Letter To New Graduates
It's graduation season again. The caps, the gowns, the family pictures. Somewhere in there is a 20 something-year-old walking off a stage with a diploma in one hand and a phone full of congratulations in the other, trying to figure out what comes next.
I remember being that person.
What I don't remember is anyone sitting me down and telling me the small things that would have made the next few decades much more fulfilling.
So here's 5 things that I'd say now to that younger version of me.
1. Commit to being a lifelong learner.
In college, learning has a finish line. You read what's on the syllabus, you pass the test, you close the book. After graduation, that mental model stops working. The people who keep growing are the ones who keep learning, not for a grade, but because they're curious about adding value.
Read the people who've done your work the best. Listen to their talks. Get the certifications that move you forward. Find a community where the standards are higher than yours, and let that pressure pull you up. Find a mentor, and (just as importantly) find someone to mentor. You learn best by teaching, and there's almost always a high schooler or a younger colleague who could use what you already know.
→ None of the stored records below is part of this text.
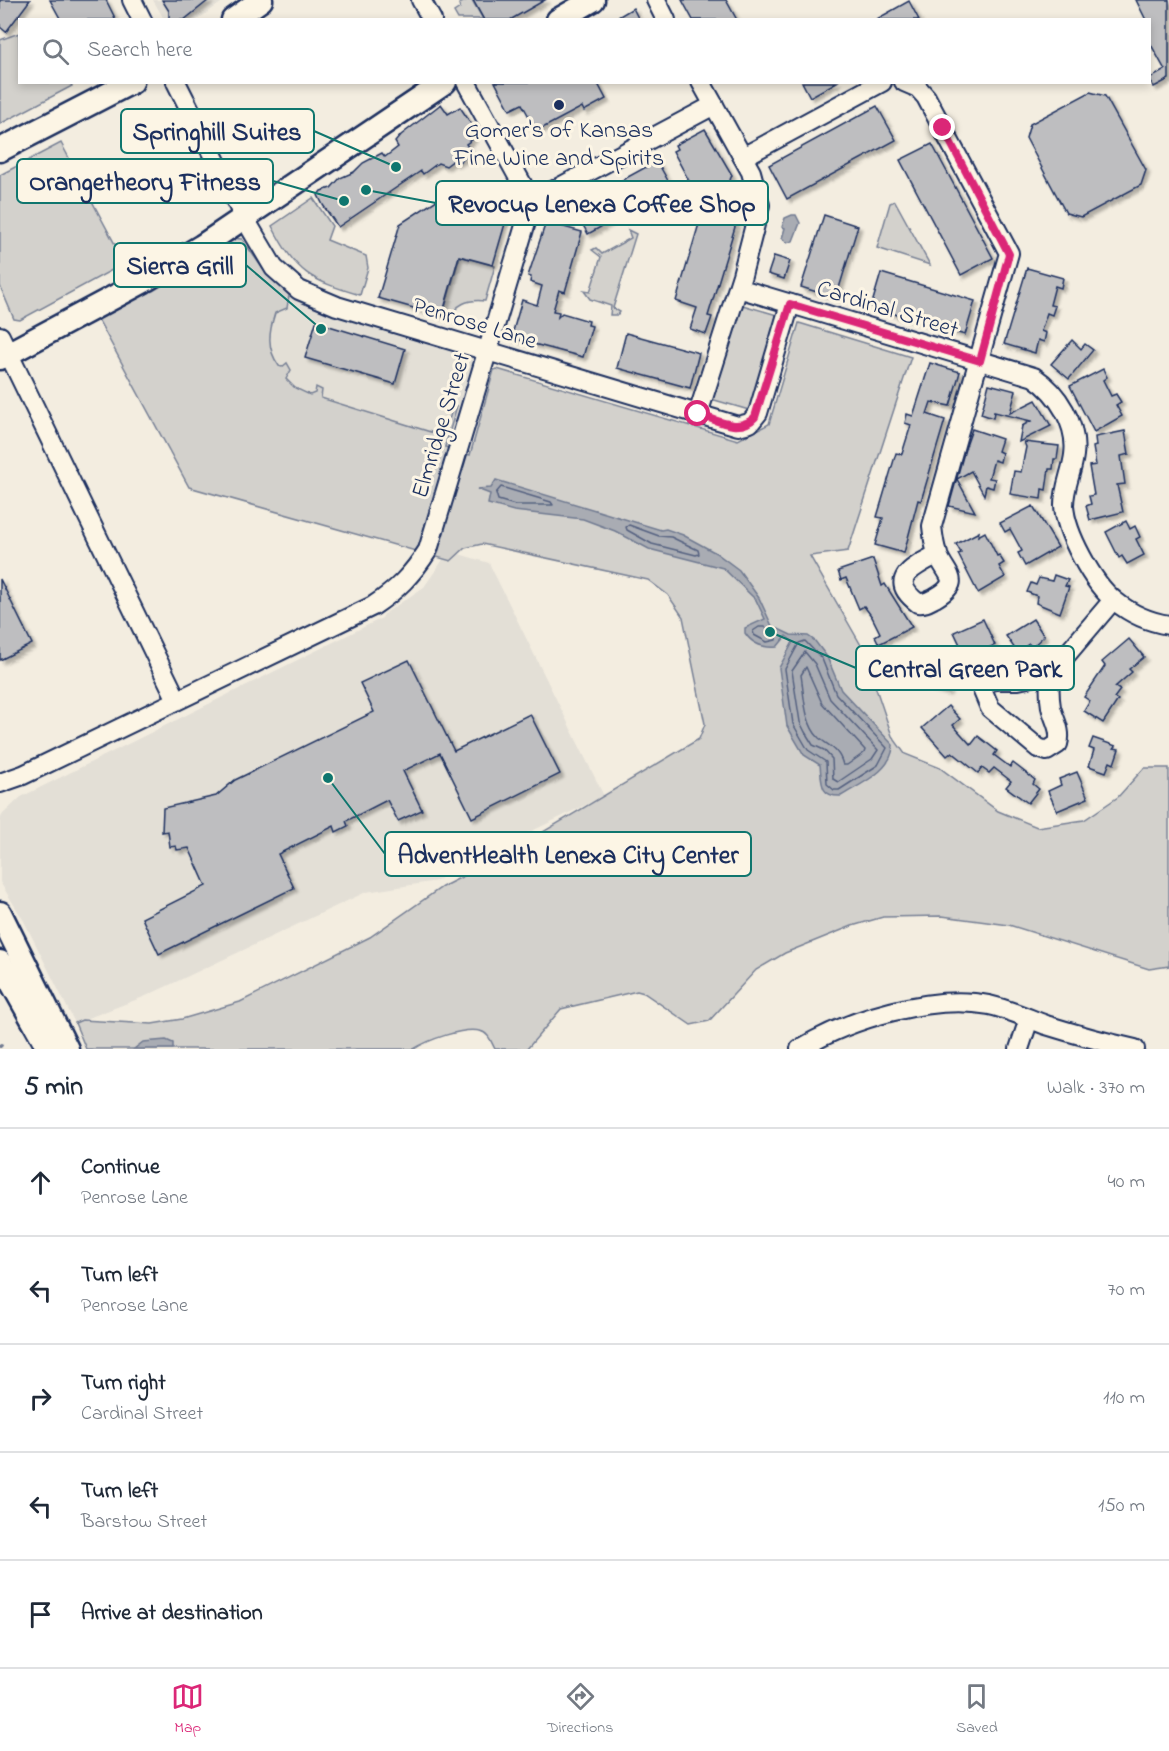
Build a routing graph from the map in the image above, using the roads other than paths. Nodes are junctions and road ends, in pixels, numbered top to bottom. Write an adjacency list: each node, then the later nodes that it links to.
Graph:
1 (132, 0): 6 (street)
2 (261, 0): 7 (main road)
3 (421, 0): 8 (street)
4 (593, 0): 9 (main road)
5 (656, 0): 10 (street)
6 (141, 18)
7 (236, 18)
8 (431, 18)
9 (562, 18)
10 (665, 18)
11 (128, 84): 19 (main road)
12 (177, 84): 22 (street, Penrose Lane)
13 (442, 84): 22 (main road)
14 (467, 84): 21 (street)
15 (702, 84): 18 (street)
16 (878, 84): 20 (street)
17 (908, 84): 27 (street)
18 (714, 105): 20 (street); 21 (street)
19 (0, 150)
20 (743, 157): 23 (street)
21 (532, 202): 26 (street, Elmridge Street)
22 (245, 219): 25 (main road); 26 (street, Penrose Lane)
23 (738, 288): 24 (street, Cardinal Street); 28 (street)
24 (790, 304): 27 (street, Cardinal Street); 28 (street, Penrose Lane)
25 (3, 349): 33 (street)
26 (488, 350): 28 (street, Penrose Lane); 33 (street, Elmridge Street)
27 (980, 361): 29 (street); 30 (street, Cardinal Street)
28 (698, 414)
29 (938, 554)
30 (1113, 600): 31 (street, Cardinal Street); 32 (street)
31 (1169, 625)
32 (1051, 673): 32 (street)
33 (177, 700): 34 (street, Elmridge Street)
34 (18, 777): 35 (street); 36 (street)
35 (0, 783)
36 (0, 792)
37 (0, 913): 41 (main road)
38 (0, 962): 40 (main road)
39 (1029, 1019): 42 (street); 43 (street); 44 (street)
40 (49, 1049)
41 (68, 1049)
42 (801, 1049)
43 (1018, 1049)
44 (1135, 1049)

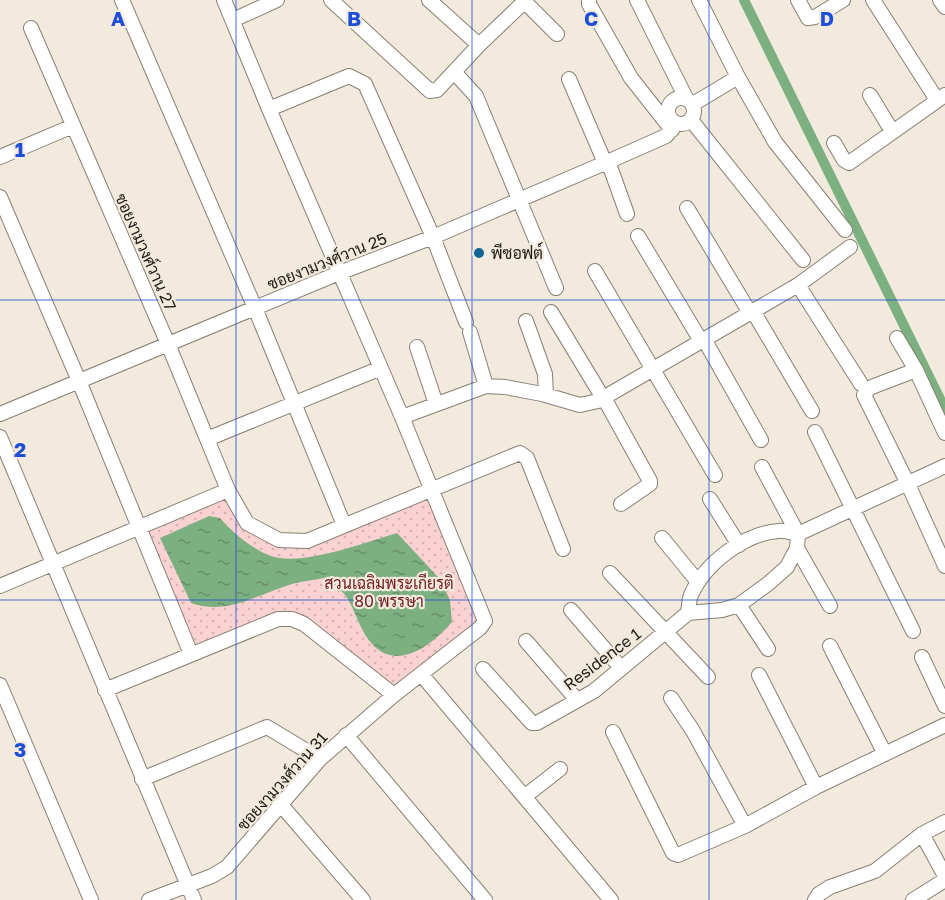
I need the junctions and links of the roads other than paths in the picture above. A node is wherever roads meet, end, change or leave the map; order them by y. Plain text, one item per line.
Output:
1 (122, 0) edge
2 (224, 0) edge
3 (277, 0) edge
4 (331, 0) edge
5 (429, 0) edge
6 (589, 0) edge
7 (637, 0) edge
8 (699, 0) edge
9 (798, 0) edge
10 (843, 0) edge
11 (873, 0) edge
12 (940, 0) edge
13 (524, 1) edge
14 (945, 7) edge
15 (233, 20) junction
16 (31, 28) dead end
17 (557, 34) dead end
18 (479, 45) junction
19 (454, 72) junction
20 (738, 77) junction
21 (569, 79) dead end
22 (870, 95) dead end
23 (941, 98) edge
24 (690, 101) junction
25 (269, 109) junction
26 (691, 120) junction
27 (73, 126) junction
28 (671, 130) junction
29 (892, 131) junction
30 (834, 143) dead end
31 (0, 157) edge
32 (606, 162) junction
33 (0, 197) edge
34 (519, 198) junction
35 (687, 208) dead end
36 (627, 214) dead end
37 (845, 230) dead end
38 (638, 236) dead end
39 (433, 237) junction
40 (850, 247) dead end
41 (803, 260) dead end
42 (595, 271) dead end
43 (339, 273) junction
44 (798, 285) junction
45 (556, 288) dead end
46 (255, 308) junction
47 (551, 312) dead end
48 (751, 312) junction
49 (526, 321) dead end
50 (897, 338) dead end
51 (702, 340) junction
52 (168, 344) junction
53 (417, 347) dead end
54 (381, 369) junction
55 (653, 370) junction
56 (916, 370) junction
57 (80, 381) junction
58 (861, 384) dead end
59 (486, 386) junction
60 (546, 395) junction
61 (604, 398) junction
62 (294, 404) junction
63 (436, 405) junction
64 (812, 411) dead end
65 (0, 414) edge
66 (402, 417) junction
67 (815, 432) dead end
68 (945, 433) edge
69 (0, 437) edge
70 (207, 439) junction
71 (761, 440) dead end
72 (945, 466) edge
73 (762, 467) dead end
74 (715, 475) dead end
75 (907, 482) junction
76 (228, 490) junction
77 (432, 490) junction
78 (710, 499) dead end
79 (621, 504) dead end
80 (853, 507) junction
81 (344, 525) junction
82 (138, 528) junction
83 (662, 538) dead end
84 (797, 541) junction
85 (739, 544) junction
86 (562, 549) dead end
87 (944, 561) edge
88 (52, 564) junction
89 (610, 573) dead end
90 (698, 582) junction
91 (0, 586) edge
92 (739, 605) junction
93 (830, 606) dead end
94 (571, 610) dead end
95 (688, 613) junction
96 (665, 631) junction
97 (914, 631) dead end
98 (526, 641) dead end
99 (830, 646) dead end
100 (768, 649) dead end
101 (191, 654) junction
102 (922, 657) dead end
103 (621, 668) junction
104 (483, 669) dead end
105 (421, 674) junction
106 (759, 675) dead end
107 (708, 677) dead end
108 (0, 685) edge
109 (105, 690) junction
110 (394, 695) junction
111 (671, 698) dead end
112 (577, 700) junction
113 (945, 706) edge
114 (945, 725) edge
115 (613, 732) dead end
116 (346, 735) junction
117 (885, 754) junction
118 (320, 759) junction
119 (560, 769) dead end
120 (142, 779) junction
121 (816, 787) junction
122 (524, 797) junction
123 (282, 806) junction
124 (945, 822) edge
125 (745, 826) junction
126 (922, 834) junction
127 (945, 876) edge
128 (945, 880) edge
129 (187, 885) junction
130 (91, 900) edge
131 (149, 900) edge
132 (194, 900) edge
133 (363, 900) edge
134 (485, 900) edge
135 (611, 900) edge
136 (815, 900) edge
137 (913, 900) edge

1 - 46 street
2 - 15 street
3 - 15 street
4 - 19 street
5 - 18 street
6 - 28 street
7 - 24 street
8 - 20 street
9 - 10 street
11 - 23 street
12 - 14 street
13 - 17 street
13 - 18 street
15 - 25 street
16 - 27 street, ซอยงามวงศ์วาน 27
18 - 19 street
19 - 34 street
20 - 24 street
20 - 37 street
21 - 32 street
22 - 29 street
23 - 29 street
24 - 26 street
24 - 28 street
25 - 39 street
25 - 43 street
26 - 28 street, ซอยงามวงศ์วาน 25
26 - 41 street
27 - 31 street
27 - 52 street, ซอยงามวงศ์วาน 27
28 - 32 street, ซอยงามวงศ์วาน 25
29 - 30 street
32 - 34 street, ซอยงามวงศ์วาน 25
32 - 36 street
33 - 57 street
34 - 39 street, ซอยงามวงศ์วาน 25
34 - 45 street
35 - 48 street
38 - 51 street
39 - 43 street, ซอยงามวงศ์วาน 25
39 - 59 street
40 - 44 street
42 - 55 street
43 - 46 street, ซอยงามวงศ์วาน 25
43 - 54 street
44 - 48 street
44 - 58 street
46 - 52 street, ซอยงามวงศ์วาน 25
46 - 62 street
47 - 61 street
48 - 51 street
48 - 64 street
49 - 60 street
50 - 56 street
51 - 55 street
51 - 71 street
52 - 57 street, ซอยงามวงศ์วาน 25
52 - 70 street, ซอยงามวงศ์วาน 27
53 - 63 street
54 - 62 street
54 - 66 street
55 - 61 street
55 - 74 street
56 - 68 street
56 - 75 street
57 - 65 street, ซอยงามวงศ์วาน 25
57 - 82 street
59 - 60 street
59 - 63 street
60 - 61 street
61 - 79 street
62 - 70 street
62 - 81 street
63 - 66 street
66 - 77 street
67 - 80 street
69 - 88 street
70 - 76 street, ซอยงามวงศ์วาน 27
72 - 75 street
73 - 84 street
75 - 80 street
75 - 87 street
76 - 81 street, ซอยงามวงศ์วาน 27
76 - 82 street
77 - 81 street, ซอยงามวงศ์วาน 27
77 - 86 street, ซอยงามวงศ์วาน 27
77 - 105 street, ซอยงามวงศ์วาน 31
78 - 85 street
80 - 84 street
80 - 97 street
82 - 88 street
82 - 101 street
83 - 90 street
84 - 85 street
84 - 92 street
84 - 93 street
85 - 90 street
88 - 91 street
88 - 109 street
89 - 96 street
90 - 95 street
92 - 95 street
92 - 100 street
94 - 103 street
95 - 96 street, Residence 1
96 - 103 street, Residence 1
96 - 107 street
98 - 112 street
99 - 117 street
101 - 109 street
101 - 110 street
102 - 113 street
103 - 112 street, Residence 1
104 - 112 street, Residence 1
105 - 110 street, ซอยงามวงศ์วาน 31
105 - 122 street
106 - 121 street
108 - 130 street
109 - 120 street
110 - 116 street, ซอยงามวงศ์วาน 31
111 - 125 street
114 - 117 street
115 - 125 street
116 - 118 street, ซอยงามวงศ์วาน 31
116 - 134 street
117 - 121 street
118 - 120 street
118 - 123 street, ซอยงามวงศ์วาน 31
119 - 122 street
120 - 129 street
121 - 125 street
122 - 135 street
123 - 129 street, ซอยงามวงศ์วาน 31
123 - 133 street
124 - 126 street
126 - 127 street
126 - 136 street
128 - 137 street
129 - 131 street, ซอยงามวงศ์วาน 31
129 - 132 street

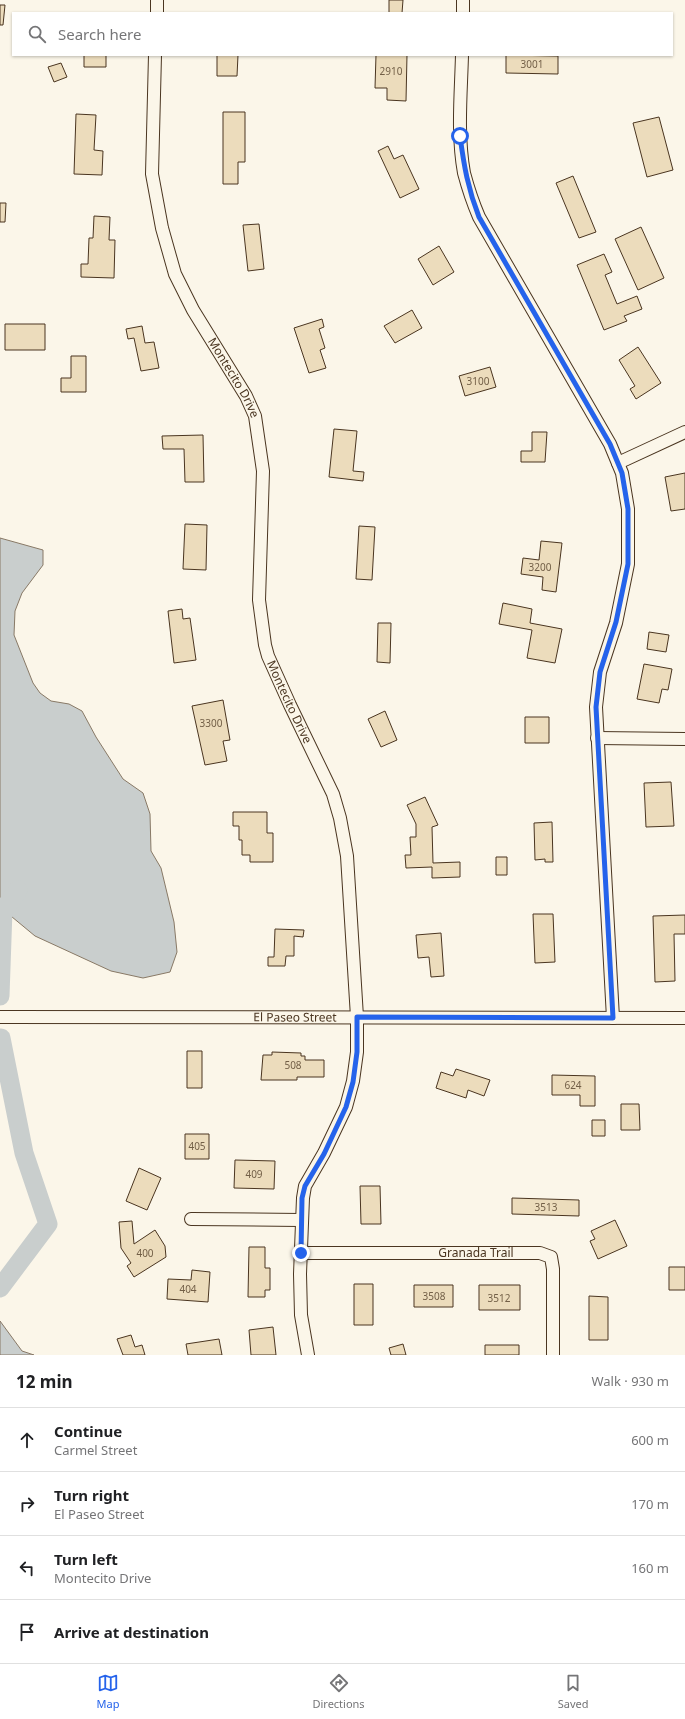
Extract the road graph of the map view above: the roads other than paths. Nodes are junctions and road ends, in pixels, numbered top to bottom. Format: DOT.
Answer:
graph roads {
  1 [pos="157,0"];
  2 [pos="463,0"];
  3 [pos="157,12"];
  4 [pos="463,12"];
  5 [pos="155,56"];
  6 [pos="462,56"];
  7 [pos="685,432"];
  8 [pos="618,463"];
  9 [pos="597,738"];
  10 [pos="685,739"];
  11 [pos="0,1017"];
  12 [pos="357,1017"];
  13 [pos="613,1018"];
  14 [pos="685,1018"];
  15 [pos="191,1219"];
  16 [pos="301,1220"];
  17 [pos="301,1253"];
  18 [pos="308,1355"];
  19 [pos="552,1355"];
  1 -- 3 [label="street"];
  2 -- 4 [label="street"];
  5 -- 12 [label="street, Montecito Drive"];
  6 -- 8 [label="street"];
  7 -- 8 [label="street"];
  8 -- 9 [label="street"];
  9 -- 10 [label="street"];
  9 -- 13 [label="street"];
  11 -- 12 [label="street, El Paseo Street"];
  12 -- 13 [label="street, El Paseo Street"];
  12 -- 16 [label="street, Montecito Drive"];
  13 -- 14 [label="street, El Paseo Street"];
  15 -- 16 [label="street"];
  16 -- 17 [label="street, Montecito Drive"];
  17 -- 18 [label="street, Montecito Drive"];
  17 -- 19 [label="street, Granada Trail"];
}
One more thing about being young: people want to pour into you. Success has many fathers. When someone sees ambition and humility in the same person, they tend to show up in ways you can't yet predict.
2. Build your cash reserve before you chase the 401(k).
This goes against most conventional advice, and I'm going to say it anyway.
The temptation when you start your first job is to crank up the 401(k) because someone told you about the company match. But if you do the math, the match in those first couple of years is a few thousand dollars. What's worth a lot more than a few thousand dollars is not carrying credit card debt the first time life happens. And life will happen.
Aim for about six months of reserves before you turn up the 401(k) dial. You've been living on a student budget. You're used to less. This is the cleanest window you'll ever have to build a real buffer. The point isn't to leave money on the table. The point is to stop money from owning your stress, and to actually feel like things are getting better, not heavier, as you start out.
The only thing I can promise you about life is that it's going to change. When it does, you want to be the version of yourself that is already prepared for it, not the one caught flat-footed.
3. Be good to people. All of them.
Six degrees of separation is real. The world is small, and it gets smaller every year you're in it.
Your reputation is the thing that walks into rooms before you do, and stays in rooms after you leave. Be known as the person who does what they say they're going to do. Be the person who treats the assistant the same as the executive. People talk about you when you're not in the room. Decide now what you want them to say.
Done consistently, that one habit will open doors you didn't apply to.
4. Build your healthy habits ASAP.
Pick the exercise routine. Pick the way you eat. Pick the time you go to bed. Pick them now, while nobody is making you, and stay with them. It’s much easier to maintain than it is to cut rapidly.
You're not doing this for the next year. You're doing it for the version of you who'll be 35, 45, 55, and beyond. The 50-year-old who shows up sharp, who recovers from setbacks, who still has energy for the things that matter, is almost always the 50-year-old who started in their twenties. That's just how it works.
There's a quieter benefit too. Life after graduation is harder than you think it'll be, because everything is new and almost everything is a challenge. A body that's been trained and a brain that's been rested handles all of that better. The gym isn't just about the gym.
5. Show up to the friend and family moments. All of them.
This one might feel like it contradicts what I said about saving. It doesn't as this is about setting the right priorities and intention with your spending.
Go to the birthdays. Go to the weddings. Go meet the new baby. Drive to the family reunion. Get on the group trip. Take the picture, and be in the picture.
I know careers are demanding, and I know flights are expensive, and I know there's always a reason to skip. But you don't get time back. Some of the people you love most won't be here in five years. You don't know which ones, and you won't know until it's too late to do anything about it.
Lock in the memories. Build a life around locking them in.
I've met a lot of people I'd call successfully miserable. They built the career, they hit the numbers, and then they spent the next decade quietly apologizing to the people they didn't show up for. They believed it was one or the other. It isn't. The moments with people are what make all the achievements worth anything in the first place.
If you're graduating this year, congratulations. Genuinely. Finishing what you started is its own kind of victory.
These five things won't make life easy. Life isn't trying to be easy. But they'll make every decade better than the one before it, which is the only direction worth aiming.
And if you know a new graduate who could use this, send it their way. The earlier somebody hears these, the more they tend to be worth.